The resumption plan must be considered based on the pandemic prevention and control capacity of each country, vaccination rate and reach consensus of relevant countries and territories, he said.
The appearance of new variant Omicron has made countries and territories to be more cautious in resuming international flights. Vietnam is holding discussions with relevant parties to fix the plan, Dong told reporters.
|Transport deputy minister Nguyen Ngoc Dong. Photo Zing News|
Earlier Vietnam planned to resume international aviation routes with 12 countries and territories from December with roadmap divided into three phases.
According to the roadmap submitted by the transport ministry to the Government, in the first phase since the first quarter of 2022, flights between Vietnam and China, Hong Kong, Japan, South Korea, Chinese Taiwan, Thailand, Singapore, Malaysia, Laos, Cambodia, France, Germany, Russia, UK and Australia will resume.
There will be four flights for each country every week. The expected number of passengers entering Vietnam each week will reach about 12,000.
Passengers must receive two doses of Covid vaccines or recover from the virus and be quarantined at paid sites in seven days. Unvaccinated passengers must be in a 14-day quarantine.
In the second phase since the second quarter next year, international flights will not require centralized quarantine for those who have vaccine passports. Airlines can arrange flights depending on the demand with capacity of about seven flights per week for each country.
Those with vaccine passports will have to self quarantine for three to seven days. Otherwise they will be put in paid centralised quarantine in 14 days.
The third phase from the third quarter of next year, airlines will be allowed to decide flight routes and flight frequency themselves.
Since March 2020, international flights departing from Vietnam could carry passengers and goods but the flights landing needed special permission from Vietnamese authorities, Viet Nam News reported.

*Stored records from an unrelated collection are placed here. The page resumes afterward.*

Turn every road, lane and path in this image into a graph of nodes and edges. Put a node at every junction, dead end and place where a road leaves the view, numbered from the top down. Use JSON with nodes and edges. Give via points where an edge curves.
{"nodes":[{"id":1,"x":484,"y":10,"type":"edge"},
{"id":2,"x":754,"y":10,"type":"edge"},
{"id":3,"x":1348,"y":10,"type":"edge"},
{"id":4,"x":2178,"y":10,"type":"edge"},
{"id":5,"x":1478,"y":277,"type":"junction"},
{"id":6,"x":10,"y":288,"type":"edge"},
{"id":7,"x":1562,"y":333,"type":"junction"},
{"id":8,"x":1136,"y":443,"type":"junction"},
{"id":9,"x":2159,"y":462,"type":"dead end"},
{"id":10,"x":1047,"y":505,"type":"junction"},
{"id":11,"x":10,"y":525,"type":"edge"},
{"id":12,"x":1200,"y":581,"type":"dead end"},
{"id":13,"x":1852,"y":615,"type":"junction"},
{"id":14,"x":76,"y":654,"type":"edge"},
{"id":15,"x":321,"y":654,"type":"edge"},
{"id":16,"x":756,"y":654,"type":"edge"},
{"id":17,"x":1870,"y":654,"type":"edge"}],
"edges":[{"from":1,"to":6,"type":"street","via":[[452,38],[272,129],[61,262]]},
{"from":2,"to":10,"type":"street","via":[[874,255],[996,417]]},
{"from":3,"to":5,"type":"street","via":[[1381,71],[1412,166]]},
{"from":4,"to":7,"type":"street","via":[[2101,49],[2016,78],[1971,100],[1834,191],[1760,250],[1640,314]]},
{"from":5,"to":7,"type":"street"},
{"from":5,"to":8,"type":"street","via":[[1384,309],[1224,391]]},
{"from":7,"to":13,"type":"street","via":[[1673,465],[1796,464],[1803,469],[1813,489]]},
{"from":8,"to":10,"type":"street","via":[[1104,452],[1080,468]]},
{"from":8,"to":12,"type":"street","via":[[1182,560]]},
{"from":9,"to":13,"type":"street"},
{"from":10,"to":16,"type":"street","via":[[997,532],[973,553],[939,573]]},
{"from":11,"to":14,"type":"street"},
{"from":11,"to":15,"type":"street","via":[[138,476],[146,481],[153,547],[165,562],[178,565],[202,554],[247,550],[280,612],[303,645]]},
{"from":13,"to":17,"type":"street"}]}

Between April 2020 and September 2021, more than 274,000 people entered Vietnam by air including 110,000 Vietnamese citizens returning home on repatriation flights and other 30,000 passengers arriving Vietnam with combo packages (air tickets, hotel, travelling and Covid-19 testing fees).
Last month, Vietnam recorded about 7,500 international return flights, with a total of 350,000 passengers.
|In early September, a flight from Japan to Vietnam carrying 297 Vietnamese passengers became the first to enjoy the shortened seven-day quarantine policy under a trial vaccine passport program. |
All passengers on the flight that landed at the Van Don Airport received two doses of Covid-19 vaccines, with the second dose administered at least 14 days but no more than 12 months prior to the date of entry, cited VnExpress.
On November 20, a total 204 South Koreans landed on Kien Giang's Phu Quoc, becoming the first international tourists to visit the island after nearly two years due to Covid-19.
They furnished proof of negative Covid tests using RT-PCR method validated by authorities in the host country 72 hours before departure.
On November 26, World Health Organization (WHO) designated the variant B.1.1.529 a variant of concern, named Omicron, on the advice of WHO’s Technical Advisory Group on Virus Evolution.
According to WHO, as Omicron has been designated a Variant of Concern, there are several actions WHO recommends countries to undertake, including enhancing surveillance and sequencing of cases; sharing genome sequences on publicly available databases, such as GISAID; reporting initial cases or clusters to WHO.
In Asia, Japan reported its first case of the Omicron variant on Tuesday, less than a day after the country imposed sweeping restrictions on inbound travel to prevent the new strain from spreading domestically, Japan Times reported.